→ EXERCISE DESCRIPTION
Repeat each line of the records below exactly.

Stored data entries
- - - -
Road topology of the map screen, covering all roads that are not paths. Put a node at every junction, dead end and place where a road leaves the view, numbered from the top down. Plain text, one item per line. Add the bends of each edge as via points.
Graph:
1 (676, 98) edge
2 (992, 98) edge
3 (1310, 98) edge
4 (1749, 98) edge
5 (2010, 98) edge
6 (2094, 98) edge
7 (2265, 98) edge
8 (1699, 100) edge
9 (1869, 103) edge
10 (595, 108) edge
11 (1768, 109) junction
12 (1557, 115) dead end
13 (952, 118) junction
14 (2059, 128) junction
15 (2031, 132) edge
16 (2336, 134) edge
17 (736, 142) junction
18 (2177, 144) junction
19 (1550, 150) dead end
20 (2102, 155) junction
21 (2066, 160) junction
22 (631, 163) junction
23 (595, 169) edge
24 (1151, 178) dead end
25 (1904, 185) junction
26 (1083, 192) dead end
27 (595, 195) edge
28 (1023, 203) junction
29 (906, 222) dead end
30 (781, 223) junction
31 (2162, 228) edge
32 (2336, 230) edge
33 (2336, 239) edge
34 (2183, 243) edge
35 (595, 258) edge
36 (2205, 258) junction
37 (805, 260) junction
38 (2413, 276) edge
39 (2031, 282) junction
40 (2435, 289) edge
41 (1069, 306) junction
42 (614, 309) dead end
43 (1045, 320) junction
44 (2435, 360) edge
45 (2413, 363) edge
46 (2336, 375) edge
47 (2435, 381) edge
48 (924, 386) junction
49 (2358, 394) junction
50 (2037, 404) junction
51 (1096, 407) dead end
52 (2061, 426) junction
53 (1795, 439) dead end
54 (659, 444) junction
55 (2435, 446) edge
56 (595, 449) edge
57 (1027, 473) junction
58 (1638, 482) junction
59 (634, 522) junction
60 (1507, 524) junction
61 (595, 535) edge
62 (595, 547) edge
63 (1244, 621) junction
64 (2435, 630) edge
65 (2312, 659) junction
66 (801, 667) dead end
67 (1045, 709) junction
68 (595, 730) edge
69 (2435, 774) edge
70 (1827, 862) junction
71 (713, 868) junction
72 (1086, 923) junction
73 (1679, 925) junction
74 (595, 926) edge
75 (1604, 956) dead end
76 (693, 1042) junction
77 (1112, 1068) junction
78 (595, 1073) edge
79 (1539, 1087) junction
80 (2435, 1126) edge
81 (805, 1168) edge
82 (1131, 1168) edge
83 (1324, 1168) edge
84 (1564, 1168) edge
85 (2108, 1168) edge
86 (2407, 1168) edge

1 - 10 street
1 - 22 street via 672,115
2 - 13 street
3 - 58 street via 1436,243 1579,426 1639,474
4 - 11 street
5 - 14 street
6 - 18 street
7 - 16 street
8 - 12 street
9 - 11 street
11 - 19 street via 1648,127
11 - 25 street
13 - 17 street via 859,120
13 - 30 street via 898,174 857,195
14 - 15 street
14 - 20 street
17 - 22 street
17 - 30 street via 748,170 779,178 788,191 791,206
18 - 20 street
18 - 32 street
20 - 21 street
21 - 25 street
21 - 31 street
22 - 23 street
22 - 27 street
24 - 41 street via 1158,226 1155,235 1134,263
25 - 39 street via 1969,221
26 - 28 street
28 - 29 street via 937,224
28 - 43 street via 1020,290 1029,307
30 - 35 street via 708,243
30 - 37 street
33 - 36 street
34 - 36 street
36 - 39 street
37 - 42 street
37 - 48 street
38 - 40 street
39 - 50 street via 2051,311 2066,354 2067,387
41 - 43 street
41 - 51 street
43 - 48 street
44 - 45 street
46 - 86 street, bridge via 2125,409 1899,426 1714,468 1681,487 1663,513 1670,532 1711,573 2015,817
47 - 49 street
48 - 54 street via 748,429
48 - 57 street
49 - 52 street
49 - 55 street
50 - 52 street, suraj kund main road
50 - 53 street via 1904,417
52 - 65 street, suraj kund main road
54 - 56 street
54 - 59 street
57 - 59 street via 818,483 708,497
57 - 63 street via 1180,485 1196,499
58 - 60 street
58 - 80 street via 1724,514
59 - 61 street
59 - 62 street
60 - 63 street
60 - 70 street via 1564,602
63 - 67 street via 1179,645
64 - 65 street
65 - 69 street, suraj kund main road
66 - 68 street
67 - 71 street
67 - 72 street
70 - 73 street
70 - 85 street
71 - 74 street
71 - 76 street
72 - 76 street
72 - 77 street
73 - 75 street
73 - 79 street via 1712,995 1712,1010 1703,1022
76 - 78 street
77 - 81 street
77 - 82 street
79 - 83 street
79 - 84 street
- - - -
→ TASK RESPONSE
Road topology of the map screen, covering all roads that are not paths. Put a node at every junction, dead end and place where a road leaves the view, numbered from the top down. Plain text, one item per line. Add the bends of each edge as via points.
Graph:
1 (676, 98) edge
2 (992, 98) edge
3 (1310, 98) edge
4 (1749, 98) edge
5 (2010, 98) edge
6 (2094, 98) edge
7 (2265, 98) edge
8 (1699, 100) edge
9 (1869, 103) edge
10 (595, 108) edge
11 (1768, 109) junction
12 (1557, 115) dead end
13 (952, 118) junction
14 (2059, 128) junction
15 (2031, 132) edge
16 (2336, 134) edge
17 (736, 142) junction
18 (2177, 144) junction
19 (1550, 150) dead end
20 (2102, 155) junction
21 (2066, 160) junction
22 (631, 163) junction
23 (595, 169) edge
24 (1151, 178) dead end
25 (1904, 185) junction
26 (1083, 192) dead end
27 (595, 195) edge
28 (1023, 203) junction
29 (906, 222) dead end
30 (781, 223) junction
31 (2162, 228) edge
32 (2336, 230) edge
33 (2336, 239) edge
34 (2183, 243) edge
35 (595, 258) edge
36 (2205, 258) junction
37 (805, 260) junction
38 (2413, 276) edge
39 (2031, 282) junction
40 (2435, 289) edge
41 (1069, 306) junction
42 (614, 309) dead end
43 (1045, 320) junction
44 (2435, 360) edge
45 (2413, 363) edge
46 (2336, 375) edge
47 (2435, 381) edge
48 (924, 386) junction
49 (2358, 394) junction
50 (2037, 404) junction
51 (1096, 407) dead end
52 (2061, 426) junction
53 (1795, 439) dead end
54 (659, 444) junction
55 (2435, 446) edge
56 (595, 449) edge
57 (1027, 473) junction
58 (1638, 482) junction
59 (634, 522) junction
60 (1507, 524) junction
61 (595, 535) edge
62 (595, 547) edge
63 (1244, 621) junction
64 (2435, 630) edge
65 (2312, 659) junction
66 (801, 667) dead end
67 (1045, 709) junction
68 (595, 730) edge
69 (2435, 774) edge
70 (1827, 862) junction
71 (713, 868) junction
72 (1086, 923) junction
73 (1679, 925) junction
74 (595, 926) edge
75 (1604, 956) dead end
76 (693, 1042) junction
77 (1112, 1068) junction
78 (595, 1073) edge
79 (1539, 1087) junction
80 (2435, 1126) edge
81 (805, 1168) edge
82 (1131, 1168) edge
83 (1324, 1168) edge
84 (1564, 1168) edge
85 (2108, 1168) edge
86 (2407, 1168) edge

1 - 10 street
1 - 22 street via 672,115
2 - 13 street
3 - 58 street via 1436,243 1579,426 1639,474
4 - 11 street
5 - 14 street
6 - 18 street
7 - 16 street
8 - 12 street
9 - 11 street
11 - 19 street via 1648,127
11 - 25 street
13 - 17 street via 859,120
13 - 30 street via 898,174 857,195
14 - 15 street
14 - 20 street
17 - 22 street
17 - 30 street via 748,170 779,178 788,191 791,206
18 - 20 street
18 - 32 street
20 - 21 street
21 - 25 street
21 - 31 street
22 - 23 street
22 - 27 street
24 - 41 street via 1158,226 1155,235 1134,263
25 - 39 street via 1969,221
26 - 28 street
28 - 29 street via 937,224
28 - 43 street via 1020,290 1029,307
30 - 35 street via 708,243
30 - 37 street
33 - 36 street
34 - 36 street
36 - 39 street
37 - 42 street
37 - 48 street
38 - 40 street
39 - 50 street via 2051,311 2066,354 2067,387
41 - 43 street
41 - 51 street
43 - 48 street
44 - 45 street
46 - 86 street, bridge via 2125,409 1899,426 1714,468 1681,487 1663,513 1670,532 1711,573 2015,817
47 - 49 street
48 - 54 street via 748,429
48 - 57 street
49 - 52 street
49 - 55 street
50 - 52 street, suraj kund main road
50 - 53 street via 1904,417
52 - 65 street, suraj kund main road
54 - 56 street
54 - 59 street
57 - 59 street via 818,483 708,497
57 - 63 street via 1180,485 1196,499
58 - 60 street
58 - 80 street via 1724,514
59 - 61 street
59 - 62 street
60 - 63 street
60 - 70 street via 1564,602
63 - 67 street via 1179,645
64 - 65 street
65 - 69 street, suraj kund main road
66 - 68 street
67 - 71 street
67 - 72 street
70 - 73 street
70 - 85 street
71 - 74 street
71 - 76 street
72 - 76 street
72 - 77 street
73 - 75 street
73 - 79 street via 1712,995 1712,1010 1703,1022
76 - 78 street
77 - 81 street
77 - 82 street
79 - 83 street
79 - 84 street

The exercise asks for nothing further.